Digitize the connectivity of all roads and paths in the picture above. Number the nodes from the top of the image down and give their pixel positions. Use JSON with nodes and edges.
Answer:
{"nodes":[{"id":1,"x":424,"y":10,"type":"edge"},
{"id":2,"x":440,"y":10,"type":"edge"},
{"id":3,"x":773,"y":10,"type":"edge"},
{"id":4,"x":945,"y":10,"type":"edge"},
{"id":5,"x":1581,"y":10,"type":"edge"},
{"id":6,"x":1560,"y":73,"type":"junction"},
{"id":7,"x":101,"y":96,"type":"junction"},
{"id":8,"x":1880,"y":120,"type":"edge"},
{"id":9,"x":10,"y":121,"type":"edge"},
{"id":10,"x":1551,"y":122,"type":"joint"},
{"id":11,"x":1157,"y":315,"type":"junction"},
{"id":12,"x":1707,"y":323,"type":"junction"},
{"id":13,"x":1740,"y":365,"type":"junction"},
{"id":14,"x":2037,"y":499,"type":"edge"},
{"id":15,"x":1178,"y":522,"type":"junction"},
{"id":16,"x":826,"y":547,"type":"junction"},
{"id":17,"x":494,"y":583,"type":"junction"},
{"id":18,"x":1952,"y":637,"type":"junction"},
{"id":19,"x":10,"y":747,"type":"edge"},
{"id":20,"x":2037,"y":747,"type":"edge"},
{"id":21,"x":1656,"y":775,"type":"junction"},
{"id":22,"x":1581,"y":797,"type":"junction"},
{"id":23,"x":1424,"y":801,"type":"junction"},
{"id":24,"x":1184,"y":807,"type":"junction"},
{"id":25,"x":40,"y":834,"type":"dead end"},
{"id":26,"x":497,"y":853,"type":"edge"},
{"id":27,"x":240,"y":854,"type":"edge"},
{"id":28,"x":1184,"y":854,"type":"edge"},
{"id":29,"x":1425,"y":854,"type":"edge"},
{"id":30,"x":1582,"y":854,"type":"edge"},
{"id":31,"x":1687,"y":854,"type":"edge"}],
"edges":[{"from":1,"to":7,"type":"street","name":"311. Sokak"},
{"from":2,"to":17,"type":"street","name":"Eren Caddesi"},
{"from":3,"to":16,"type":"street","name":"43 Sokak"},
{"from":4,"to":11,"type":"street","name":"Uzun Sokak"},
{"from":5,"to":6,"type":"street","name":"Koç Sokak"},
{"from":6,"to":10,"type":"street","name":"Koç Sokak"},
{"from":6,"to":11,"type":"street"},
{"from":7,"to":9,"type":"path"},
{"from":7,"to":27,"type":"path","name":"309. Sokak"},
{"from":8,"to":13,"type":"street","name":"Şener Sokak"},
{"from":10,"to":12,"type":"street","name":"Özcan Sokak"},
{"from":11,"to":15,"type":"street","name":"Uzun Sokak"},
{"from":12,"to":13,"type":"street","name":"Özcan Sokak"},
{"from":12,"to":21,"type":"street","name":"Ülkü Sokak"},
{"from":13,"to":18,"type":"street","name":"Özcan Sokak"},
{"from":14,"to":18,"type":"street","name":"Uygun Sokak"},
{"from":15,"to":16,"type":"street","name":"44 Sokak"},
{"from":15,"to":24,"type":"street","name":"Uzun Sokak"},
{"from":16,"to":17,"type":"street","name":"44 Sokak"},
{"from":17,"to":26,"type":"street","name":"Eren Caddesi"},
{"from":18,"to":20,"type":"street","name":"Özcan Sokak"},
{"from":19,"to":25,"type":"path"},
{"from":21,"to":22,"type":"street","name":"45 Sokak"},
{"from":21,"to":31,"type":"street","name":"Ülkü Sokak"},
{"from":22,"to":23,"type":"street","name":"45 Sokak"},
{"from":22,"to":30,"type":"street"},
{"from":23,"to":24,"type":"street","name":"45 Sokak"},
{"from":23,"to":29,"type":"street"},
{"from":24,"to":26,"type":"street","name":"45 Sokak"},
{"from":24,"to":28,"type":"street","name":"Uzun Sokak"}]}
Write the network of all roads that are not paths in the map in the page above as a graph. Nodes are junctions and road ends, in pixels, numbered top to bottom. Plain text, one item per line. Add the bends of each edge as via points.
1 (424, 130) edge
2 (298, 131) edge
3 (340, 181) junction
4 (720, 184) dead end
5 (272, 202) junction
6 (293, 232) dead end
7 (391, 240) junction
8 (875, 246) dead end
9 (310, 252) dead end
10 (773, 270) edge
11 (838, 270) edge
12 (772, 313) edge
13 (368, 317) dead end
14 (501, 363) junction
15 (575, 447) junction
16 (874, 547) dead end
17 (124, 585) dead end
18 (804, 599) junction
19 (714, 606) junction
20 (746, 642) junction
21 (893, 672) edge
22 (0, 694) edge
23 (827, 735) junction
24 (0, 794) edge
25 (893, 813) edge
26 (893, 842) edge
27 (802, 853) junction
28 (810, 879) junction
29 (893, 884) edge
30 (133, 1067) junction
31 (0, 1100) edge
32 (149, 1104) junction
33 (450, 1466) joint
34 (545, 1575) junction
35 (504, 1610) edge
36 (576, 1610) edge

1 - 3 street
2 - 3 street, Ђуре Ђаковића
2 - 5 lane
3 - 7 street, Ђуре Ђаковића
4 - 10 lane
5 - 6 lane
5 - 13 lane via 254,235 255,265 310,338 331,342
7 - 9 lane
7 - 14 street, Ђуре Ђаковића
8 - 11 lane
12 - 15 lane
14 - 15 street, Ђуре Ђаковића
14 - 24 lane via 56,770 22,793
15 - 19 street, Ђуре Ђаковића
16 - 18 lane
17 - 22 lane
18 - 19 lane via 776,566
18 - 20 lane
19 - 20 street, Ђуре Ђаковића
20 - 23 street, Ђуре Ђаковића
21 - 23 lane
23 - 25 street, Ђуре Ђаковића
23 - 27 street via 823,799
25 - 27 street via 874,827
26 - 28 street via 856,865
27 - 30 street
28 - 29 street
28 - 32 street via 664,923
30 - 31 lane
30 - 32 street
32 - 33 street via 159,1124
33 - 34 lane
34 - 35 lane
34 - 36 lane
┄┄┄┄┄┄
Work instructions:
Check each line of the listing above. Copy the ones with the word "paths".

Answer for the task:
Digitize the connectivity of all roads and paths in the picture above. Number the nodes from the top of the image down and give their pixel positions. Use JSON with nodes and edges.
Write the network of all roads that are not paths in the map in the page above as a graph. Nodes are junctions and road ends, in pixels, numbered top to bottom. Plain text, one item per line. Add the bends of each edge as via points.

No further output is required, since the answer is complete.